◆ **Work required**
Please keep to the lines below from the one with "index dip: (839, 498)" through the one with "ring dip: (1175, 570)", and restate them word for word, ends included.

[Dataset entries]
------------------------------------------------------------------------

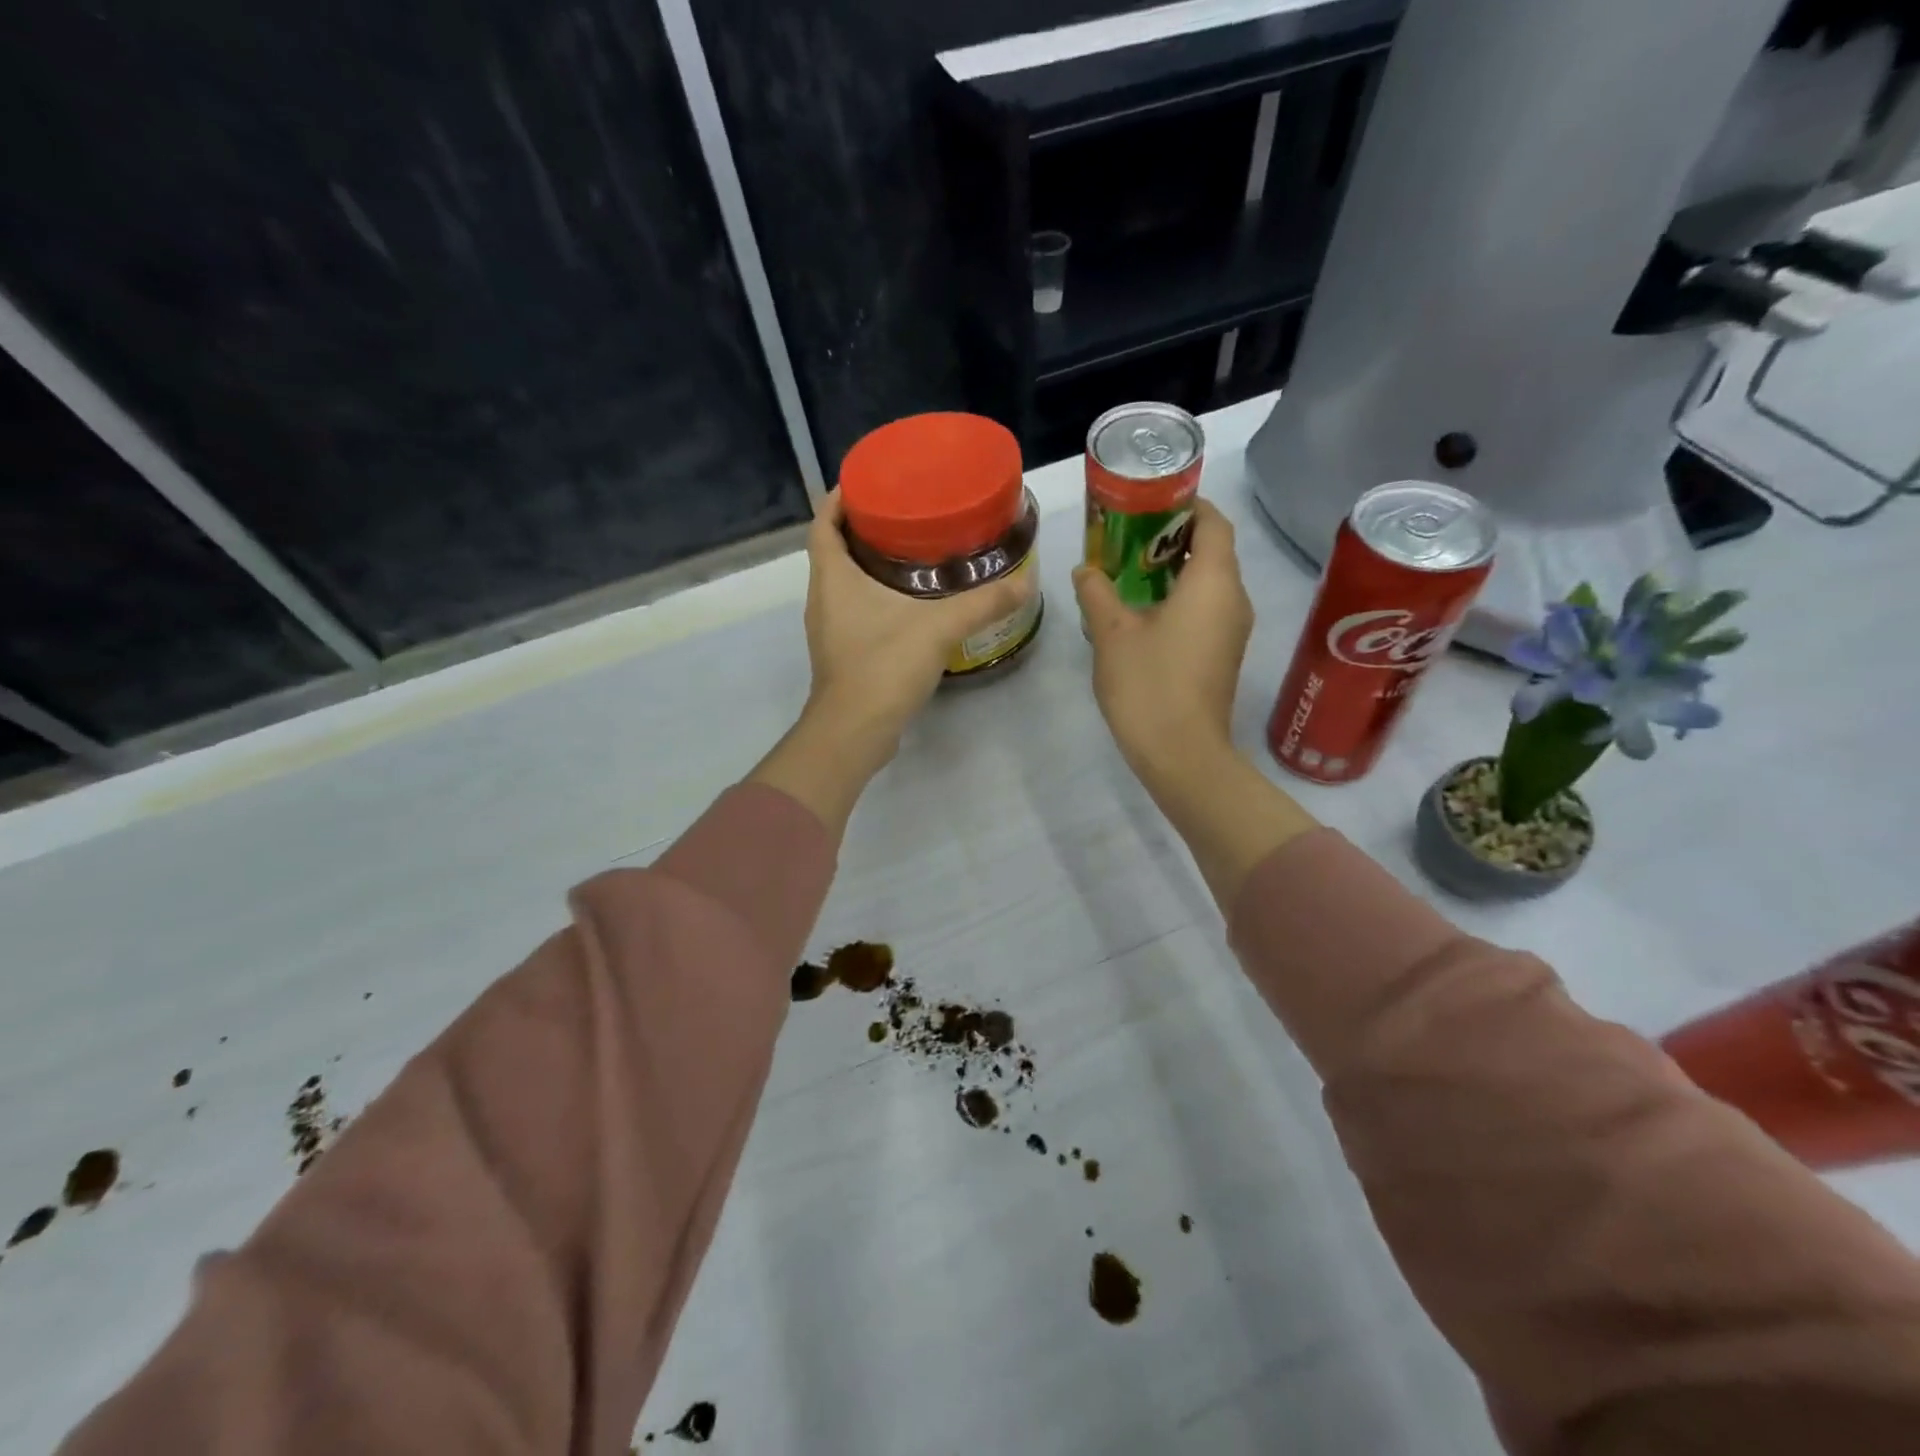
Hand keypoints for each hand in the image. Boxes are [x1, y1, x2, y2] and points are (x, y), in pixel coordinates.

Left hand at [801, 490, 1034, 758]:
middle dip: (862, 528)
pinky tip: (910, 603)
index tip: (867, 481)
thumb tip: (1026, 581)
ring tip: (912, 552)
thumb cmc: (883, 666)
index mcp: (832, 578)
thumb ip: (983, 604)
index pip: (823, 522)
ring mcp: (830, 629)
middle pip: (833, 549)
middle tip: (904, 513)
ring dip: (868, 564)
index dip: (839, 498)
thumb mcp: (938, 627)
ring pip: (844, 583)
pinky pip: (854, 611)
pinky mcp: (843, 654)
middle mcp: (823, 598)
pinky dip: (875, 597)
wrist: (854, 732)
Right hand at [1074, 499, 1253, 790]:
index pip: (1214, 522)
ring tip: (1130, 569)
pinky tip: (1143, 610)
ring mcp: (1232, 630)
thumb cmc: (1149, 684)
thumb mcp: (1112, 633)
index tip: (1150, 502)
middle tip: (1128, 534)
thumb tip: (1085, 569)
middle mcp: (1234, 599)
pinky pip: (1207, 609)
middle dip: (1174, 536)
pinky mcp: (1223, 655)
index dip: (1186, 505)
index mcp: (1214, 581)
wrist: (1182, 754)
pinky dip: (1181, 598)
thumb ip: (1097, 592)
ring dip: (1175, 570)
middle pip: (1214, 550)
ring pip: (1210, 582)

------------------------------------------------------------------------

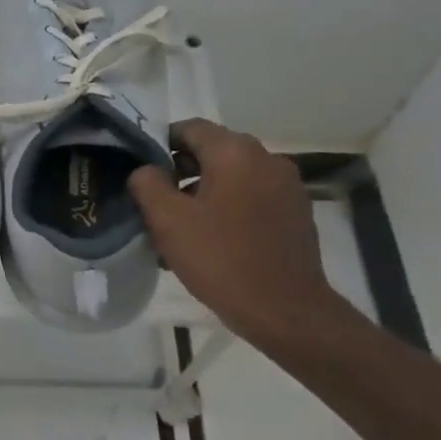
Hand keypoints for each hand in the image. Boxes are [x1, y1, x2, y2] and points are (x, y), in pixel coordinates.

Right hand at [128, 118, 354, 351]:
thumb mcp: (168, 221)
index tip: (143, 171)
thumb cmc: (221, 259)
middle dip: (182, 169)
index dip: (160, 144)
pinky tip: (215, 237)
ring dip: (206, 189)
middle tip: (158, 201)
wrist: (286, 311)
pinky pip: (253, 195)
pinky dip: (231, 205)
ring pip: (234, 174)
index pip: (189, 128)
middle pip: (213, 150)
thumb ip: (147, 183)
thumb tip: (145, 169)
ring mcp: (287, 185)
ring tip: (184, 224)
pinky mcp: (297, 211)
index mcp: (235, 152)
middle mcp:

------------------------------------------------------------------------

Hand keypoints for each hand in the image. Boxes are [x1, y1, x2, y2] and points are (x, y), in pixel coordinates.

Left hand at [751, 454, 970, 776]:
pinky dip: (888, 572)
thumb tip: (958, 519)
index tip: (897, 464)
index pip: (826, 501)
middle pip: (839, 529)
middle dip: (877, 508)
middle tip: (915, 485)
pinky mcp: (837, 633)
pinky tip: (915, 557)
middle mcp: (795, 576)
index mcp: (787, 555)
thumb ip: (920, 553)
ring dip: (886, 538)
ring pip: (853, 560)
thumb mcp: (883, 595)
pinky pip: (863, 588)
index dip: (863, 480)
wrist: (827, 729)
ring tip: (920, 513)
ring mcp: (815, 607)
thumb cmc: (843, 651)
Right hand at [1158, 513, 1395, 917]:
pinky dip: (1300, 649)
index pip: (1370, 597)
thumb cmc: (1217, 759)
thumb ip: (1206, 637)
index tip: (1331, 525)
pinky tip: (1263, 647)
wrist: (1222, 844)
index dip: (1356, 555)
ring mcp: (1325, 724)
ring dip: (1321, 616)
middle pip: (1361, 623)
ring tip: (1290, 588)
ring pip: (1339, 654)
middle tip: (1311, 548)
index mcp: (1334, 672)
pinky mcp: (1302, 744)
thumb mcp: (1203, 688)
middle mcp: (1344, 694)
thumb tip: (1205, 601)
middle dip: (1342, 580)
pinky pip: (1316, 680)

------------------------------------------------------------------------

◆ **Worked solution**
index dip: (839, 498)
thumb mcp: (938, 627)
ring pip: (844, 583)
pinky pip: (854, 611)
pinky mcp: (843, 654)
middle mcp: (823, 598)
pinky dip: (875, 597)
wrist: (854, 732)
Right hand at [1074, 499, 1253, 790]:
index pip: (1214, 522)
ring tip: (1130, 569)
pinky tip: (1143, 610)
ring mcp: (1232, 630)
thumb cmc: (1149, 684)
thumb mcp: (1112, 633)
index tip: (1150, 502)
middle tip: (1128, 534)
thumb tip: (1085, 569)
middle mcp: (1234, 599)
pinky pip: (1207, 609)
middle dip: (1174, 536)
pinky mcp: (1223, 655)
index dip: (1186, 505)
index mcp: (1214, 581)
wrist: (1182, 754)
pinky dip: (1181, 598)
thumb ip: (1097, 592)
ring dip: (1175, 570)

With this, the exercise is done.